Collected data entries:
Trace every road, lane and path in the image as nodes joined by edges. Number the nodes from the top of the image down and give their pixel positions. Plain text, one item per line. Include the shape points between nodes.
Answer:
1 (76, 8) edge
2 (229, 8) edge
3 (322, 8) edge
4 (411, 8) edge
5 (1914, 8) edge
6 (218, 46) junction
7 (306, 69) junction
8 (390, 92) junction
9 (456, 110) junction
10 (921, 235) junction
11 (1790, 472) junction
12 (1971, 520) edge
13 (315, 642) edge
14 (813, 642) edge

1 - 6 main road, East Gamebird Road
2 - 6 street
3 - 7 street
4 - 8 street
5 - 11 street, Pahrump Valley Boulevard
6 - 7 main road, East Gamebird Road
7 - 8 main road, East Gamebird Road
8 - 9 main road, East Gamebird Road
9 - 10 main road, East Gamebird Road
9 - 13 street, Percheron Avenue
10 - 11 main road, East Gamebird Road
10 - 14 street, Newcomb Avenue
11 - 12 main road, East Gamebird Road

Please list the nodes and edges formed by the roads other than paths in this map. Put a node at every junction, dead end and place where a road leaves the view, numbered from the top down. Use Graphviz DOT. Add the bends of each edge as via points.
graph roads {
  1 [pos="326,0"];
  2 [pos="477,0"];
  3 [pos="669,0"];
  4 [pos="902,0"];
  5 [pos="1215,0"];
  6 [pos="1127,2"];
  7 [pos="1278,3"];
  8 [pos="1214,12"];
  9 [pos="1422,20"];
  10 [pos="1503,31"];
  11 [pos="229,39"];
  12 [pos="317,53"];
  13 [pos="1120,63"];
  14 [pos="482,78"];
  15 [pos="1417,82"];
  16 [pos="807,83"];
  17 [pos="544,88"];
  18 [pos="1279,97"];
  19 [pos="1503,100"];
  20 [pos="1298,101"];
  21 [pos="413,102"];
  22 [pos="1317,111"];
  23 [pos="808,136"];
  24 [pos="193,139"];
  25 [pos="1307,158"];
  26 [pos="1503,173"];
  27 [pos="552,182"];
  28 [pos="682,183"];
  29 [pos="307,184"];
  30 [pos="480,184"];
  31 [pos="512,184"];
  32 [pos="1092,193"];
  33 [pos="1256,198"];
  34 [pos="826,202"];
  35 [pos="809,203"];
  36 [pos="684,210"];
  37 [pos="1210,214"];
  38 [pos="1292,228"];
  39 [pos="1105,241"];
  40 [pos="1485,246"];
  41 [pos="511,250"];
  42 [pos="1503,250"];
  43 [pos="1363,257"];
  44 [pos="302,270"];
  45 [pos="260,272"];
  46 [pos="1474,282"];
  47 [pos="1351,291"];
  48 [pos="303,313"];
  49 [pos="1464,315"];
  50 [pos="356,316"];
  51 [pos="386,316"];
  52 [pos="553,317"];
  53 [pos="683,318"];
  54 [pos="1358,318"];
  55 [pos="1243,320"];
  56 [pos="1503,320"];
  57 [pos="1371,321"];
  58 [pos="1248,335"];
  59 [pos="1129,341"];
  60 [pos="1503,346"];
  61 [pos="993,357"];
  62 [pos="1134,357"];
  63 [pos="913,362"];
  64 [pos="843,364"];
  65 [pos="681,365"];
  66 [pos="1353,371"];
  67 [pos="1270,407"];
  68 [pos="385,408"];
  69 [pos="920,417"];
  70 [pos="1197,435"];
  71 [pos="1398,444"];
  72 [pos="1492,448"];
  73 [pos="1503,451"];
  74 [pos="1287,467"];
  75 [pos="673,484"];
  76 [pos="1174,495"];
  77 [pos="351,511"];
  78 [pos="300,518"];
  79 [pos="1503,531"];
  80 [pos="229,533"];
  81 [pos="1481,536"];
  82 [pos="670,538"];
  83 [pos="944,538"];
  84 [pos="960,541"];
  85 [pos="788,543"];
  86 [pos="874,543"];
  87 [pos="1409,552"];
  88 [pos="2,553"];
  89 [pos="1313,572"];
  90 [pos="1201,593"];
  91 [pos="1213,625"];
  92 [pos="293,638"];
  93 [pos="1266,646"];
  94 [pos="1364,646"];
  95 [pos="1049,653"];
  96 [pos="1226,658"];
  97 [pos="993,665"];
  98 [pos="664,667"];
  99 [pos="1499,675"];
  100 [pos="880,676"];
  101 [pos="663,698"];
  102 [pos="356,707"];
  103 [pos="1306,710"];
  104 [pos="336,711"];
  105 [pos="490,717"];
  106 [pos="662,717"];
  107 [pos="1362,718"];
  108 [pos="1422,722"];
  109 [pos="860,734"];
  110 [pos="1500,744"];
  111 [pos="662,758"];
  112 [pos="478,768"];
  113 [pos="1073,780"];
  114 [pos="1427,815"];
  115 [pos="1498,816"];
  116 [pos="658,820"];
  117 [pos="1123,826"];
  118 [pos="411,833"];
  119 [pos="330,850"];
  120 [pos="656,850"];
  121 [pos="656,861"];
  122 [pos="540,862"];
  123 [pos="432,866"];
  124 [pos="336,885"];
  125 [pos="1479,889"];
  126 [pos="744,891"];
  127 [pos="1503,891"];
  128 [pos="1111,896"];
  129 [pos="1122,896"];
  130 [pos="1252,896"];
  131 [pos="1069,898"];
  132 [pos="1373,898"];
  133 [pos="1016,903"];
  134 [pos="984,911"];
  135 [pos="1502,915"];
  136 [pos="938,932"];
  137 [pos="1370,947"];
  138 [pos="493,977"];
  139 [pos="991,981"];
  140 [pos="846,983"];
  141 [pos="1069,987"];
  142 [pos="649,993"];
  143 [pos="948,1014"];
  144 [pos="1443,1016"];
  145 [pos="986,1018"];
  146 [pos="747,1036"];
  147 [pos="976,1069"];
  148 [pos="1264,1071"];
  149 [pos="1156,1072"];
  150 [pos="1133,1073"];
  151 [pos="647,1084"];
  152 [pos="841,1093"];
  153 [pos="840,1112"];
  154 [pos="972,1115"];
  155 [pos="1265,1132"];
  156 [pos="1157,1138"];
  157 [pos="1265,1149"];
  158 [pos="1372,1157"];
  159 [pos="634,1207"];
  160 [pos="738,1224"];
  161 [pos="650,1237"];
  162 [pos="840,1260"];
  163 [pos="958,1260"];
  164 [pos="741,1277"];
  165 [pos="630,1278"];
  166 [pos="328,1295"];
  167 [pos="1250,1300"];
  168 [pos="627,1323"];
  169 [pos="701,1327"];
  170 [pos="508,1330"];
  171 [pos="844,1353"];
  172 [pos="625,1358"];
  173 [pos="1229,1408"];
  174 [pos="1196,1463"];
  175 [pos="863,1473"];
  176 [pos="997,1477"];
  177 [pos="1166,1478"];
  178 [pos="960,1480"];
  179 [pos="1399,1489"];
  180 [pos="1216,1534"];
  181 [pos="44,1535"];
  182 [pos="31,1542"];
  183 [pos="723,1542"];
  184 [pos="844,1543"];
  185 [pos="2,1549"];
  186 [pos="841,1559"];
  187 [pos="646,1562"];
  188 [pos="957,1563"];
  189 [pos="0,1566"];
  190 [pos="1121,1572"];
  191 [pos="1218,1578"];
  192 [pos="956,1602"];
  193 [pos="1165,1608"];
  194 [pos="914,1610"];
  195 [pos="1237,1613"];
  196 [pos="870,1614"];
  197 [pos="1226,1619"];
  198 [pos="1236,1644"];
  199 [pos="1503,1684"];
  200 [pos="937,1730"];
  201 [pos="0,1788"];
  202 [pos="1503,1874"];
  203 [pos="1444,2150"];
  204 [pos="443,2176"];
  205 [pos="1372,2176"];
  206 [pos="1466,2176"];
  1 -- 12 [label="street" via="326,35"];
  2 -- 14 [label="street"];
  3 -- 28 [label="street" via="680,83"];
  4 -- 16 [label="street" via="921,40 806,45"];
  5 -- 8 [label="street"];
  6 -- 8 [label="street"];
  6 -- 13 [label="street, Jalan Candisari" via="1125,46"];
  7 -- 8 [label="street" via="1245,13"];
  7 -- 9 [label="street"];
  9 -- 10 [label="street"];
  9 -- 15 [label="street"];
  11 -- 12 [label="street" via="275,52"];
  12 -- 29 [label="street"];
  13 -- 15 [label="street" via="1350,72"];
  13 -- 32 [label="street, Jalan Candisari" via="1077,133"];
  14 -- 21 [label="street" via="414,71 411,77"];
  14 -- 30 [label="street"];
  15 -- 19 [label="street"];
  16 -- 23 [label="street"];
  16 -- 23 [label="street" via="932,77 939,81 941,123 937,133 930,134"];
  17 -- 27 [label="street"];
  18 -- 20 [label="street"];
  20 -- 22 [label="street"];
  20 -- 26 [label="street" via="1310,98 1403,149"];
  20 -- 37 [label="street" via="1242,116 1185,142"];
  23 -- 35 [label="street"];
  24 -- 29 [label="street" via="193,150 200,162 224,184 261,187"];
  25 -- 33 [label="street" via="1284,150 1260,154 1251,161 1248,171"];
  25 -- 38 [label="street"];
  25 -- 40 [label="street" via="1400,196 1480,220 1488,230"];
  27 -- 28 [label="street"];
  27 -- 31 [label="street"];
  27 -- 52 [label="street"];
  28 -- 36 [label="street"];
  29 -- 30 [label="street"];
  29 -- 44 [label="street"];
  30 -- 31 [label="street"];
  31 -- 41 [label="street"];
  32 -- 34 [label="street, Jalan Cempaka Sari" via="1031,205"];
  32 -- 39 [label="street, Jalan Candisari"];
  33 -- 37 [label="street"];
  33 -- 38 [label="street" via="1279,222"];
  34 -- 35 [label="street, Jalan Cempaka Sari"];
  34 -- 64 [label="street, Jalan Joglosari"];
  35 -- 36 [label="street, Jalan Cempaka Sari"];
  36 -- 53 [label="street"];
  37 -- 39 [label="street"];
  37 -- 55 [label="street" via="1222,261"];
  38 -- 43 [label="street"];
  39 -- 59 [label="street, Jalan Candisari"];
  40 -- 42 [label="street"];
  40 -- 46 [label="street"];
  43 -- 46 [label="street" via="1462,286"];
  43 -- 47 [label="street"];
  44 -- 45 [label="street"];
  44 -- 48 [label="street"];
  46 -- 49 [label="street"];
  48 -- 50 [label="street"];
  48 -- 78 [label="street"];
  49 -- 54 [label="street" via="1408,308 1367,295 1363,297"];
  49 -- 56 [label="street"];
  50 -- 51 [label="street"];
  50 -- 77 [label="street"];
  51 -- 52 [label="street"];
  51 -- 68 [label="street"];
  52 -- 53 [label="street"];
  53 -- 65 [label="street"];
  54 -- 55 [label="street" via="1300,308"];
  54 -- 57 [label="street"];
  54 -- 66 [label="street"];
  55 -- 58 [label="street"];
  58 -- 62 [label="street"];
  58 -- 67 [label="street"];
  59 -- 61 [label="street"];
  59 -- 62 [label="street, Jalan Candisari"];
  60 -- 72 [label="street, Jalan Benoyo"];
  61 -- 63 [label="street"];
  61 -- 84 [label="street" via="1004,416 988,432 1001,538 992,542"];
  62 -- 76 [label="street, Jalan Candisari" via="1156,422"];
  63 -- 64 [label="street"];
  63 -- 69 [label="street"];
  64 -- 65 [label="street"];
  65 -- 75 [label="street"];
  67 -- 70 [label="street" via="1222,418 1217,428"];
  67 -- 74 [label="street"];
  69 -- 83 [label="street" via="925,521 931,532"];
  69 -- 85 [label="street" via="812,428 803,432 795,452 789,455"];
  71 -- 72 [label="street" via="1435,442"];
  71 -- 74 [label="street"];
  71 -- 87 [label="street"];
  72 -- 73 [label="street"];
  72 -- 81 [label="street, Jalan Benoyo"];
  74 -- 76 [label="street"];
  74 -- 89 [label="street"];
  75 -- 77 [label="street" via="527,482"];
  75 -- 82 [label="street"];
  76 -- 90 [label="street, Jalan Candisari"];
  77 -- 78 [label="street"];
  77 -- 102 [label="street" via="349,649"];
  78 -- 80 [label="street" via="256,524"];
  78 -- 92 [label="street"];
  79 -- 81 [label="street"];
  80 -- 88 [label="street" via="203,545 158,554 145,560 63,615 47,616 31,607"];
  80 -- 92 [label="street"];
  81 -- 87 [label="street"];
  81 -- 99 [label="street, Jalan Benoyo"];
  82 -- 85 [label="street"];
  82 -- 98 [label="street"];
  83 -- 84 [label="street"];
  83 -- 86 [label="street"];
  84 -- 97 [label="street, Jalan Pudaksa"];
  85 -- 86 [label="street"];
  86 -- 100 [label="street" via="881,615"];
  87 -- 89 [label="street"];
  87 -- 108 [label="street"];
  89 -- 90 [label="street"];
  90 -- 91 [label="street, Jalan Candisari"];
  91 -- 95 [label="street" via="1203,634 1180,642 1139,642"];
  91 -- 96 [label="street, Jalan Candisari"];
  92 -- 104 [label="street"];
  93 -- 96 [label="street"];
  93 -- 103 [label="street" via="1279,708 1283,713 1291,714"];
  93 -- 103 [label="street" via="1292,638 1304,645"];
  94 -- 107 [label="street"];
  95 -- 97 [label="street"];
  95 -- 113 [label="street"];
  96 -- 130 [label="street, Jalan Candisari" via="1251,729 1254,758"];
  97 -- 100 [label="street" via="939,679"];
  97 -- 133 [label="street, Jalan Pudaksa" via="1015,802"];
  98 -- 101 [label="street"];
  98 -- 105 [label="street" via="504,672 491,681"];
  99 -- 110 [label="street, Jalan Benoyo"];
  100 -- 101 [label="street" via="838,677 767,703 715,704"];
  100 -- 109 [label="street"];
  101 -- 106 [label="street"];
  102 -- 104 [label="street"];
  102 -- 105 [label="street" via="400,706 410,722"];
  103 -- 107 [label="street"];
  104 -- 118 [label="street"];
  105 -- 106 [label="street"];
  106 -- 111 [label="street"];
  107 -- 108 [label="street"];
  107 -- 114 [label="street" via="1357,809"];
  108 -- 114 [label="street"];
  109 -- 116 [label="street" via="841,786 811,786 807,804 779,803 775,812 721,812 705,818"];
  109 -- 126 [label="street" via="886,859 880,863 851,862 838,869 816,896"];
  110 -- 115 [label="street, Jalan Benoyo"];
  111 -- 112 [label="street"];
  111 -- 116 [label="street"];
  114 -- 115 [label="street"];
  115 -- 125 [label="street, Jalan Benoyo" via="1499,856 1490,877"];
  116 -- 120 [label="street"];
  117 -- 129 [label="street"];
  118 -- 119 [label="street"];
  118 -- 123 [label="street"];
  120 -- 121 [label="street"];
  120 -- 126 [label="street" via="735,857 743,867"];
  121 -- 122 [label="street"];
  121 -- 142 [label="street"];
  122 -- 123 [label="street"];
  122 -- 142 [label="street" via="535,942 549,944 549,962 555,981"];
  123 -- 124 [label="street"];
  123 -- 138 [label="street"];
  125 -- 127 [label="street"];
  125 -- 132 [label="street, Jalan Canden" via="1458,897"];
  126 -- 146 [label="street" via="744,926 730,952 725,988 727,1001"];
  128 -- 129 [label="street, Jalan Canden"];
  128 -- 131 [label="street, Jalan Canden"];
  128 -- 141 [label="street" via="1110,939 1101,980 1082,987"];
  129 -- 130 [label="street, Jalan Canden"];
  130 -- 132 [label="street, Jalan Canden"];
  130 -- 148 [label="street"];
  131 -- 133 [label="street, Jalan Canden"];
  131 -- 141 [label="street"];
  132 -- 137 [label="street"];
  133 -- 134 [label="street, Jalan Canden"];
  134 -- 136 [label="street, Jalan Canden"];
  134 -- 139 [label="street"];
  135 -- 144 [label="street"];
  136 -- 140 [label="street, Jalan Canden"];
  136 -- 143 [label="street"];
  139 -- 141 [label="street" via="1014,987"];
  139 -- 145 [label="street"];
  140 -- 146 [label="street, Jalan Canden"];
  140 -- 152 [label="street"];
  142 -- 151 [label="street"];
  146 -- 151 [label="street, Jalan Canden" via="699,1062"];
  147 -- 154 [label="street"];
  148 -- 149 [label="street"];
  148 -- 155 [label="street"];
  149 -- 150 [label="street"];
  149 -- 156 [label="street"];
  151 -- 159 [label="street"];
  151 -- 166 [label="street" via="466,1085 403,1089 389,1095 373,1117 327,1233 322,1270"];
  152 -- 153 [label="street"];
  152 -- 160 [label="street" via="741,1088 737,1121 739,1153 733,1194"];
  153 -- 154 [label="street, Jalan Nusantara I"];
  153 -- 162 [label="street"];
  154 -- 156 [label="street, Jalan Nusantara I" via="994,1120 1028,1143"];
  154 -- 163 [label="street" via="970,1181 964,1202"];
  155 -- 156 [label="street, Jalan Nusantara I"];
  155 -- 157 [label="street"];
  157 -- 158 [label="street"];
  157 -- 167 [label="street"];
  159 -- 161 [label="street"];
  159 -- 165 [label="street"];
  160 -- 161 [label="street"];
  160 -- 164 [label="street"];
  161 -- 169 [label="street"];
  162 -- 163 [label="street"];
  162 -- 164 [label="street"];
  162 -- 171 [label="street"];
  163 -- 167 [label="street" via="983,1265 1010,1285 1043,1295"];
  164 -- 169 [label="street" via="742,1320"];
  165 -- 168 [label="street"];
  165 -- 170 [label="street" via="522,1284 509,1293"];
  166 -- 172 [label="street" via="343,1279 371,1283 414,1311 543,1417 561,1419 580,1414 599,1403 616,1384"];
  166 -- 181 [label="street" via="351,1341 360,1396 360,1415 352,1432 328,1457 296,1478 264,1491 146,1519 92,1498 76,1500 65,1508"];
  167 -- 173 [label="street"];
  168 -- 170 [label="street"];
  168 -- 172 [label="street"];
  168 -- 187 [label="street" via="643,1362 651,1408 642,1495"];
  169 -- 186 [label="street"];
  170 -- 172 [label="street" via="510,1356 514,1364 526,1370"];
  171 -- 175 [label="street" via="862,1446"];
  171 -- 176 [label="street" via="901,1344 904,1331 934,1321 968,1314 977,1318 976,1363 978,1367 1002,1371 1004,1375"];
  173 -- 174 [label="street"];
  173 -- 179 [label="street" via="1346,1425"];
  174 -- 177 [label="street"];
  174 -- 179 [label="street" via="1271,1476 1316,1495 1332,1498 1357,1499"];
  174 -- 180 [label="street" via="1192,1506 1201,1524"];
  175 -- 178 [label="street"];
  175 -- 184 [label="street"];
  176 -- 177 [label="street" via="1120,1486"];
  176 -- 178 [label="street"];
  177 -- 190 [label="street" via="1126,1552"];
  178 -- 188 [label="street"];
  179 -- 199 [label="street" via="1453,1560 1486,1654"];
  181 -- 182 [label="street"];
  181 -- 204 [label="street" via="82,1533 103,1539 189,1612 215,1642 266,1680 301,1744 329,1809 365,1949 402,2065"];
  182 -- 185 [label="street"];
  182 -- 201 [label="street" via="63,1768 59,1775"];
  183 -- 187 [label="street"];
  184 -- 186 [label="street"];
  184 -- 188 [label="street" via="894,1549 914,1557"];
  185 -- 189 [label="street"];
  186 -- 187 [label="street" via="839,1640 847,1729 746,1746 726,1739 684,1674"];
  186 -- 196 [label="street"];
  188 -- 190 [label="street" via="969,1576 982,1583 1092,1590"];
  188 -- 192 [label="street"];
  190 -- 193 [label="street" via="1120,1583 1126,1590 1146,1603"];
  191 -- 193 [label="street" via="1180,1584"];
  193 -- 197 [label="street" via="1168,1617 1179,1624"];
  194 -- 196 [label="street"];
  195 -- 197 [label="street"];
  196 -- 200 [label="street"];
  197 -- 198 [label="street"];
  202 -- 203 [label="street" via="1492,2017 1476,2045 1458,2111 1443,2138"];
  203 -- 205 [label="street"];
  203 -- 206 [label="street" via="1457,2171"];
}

What you need to do: Only the number is wanted: count the lines of the records that hold the word "East".

Answer below: 7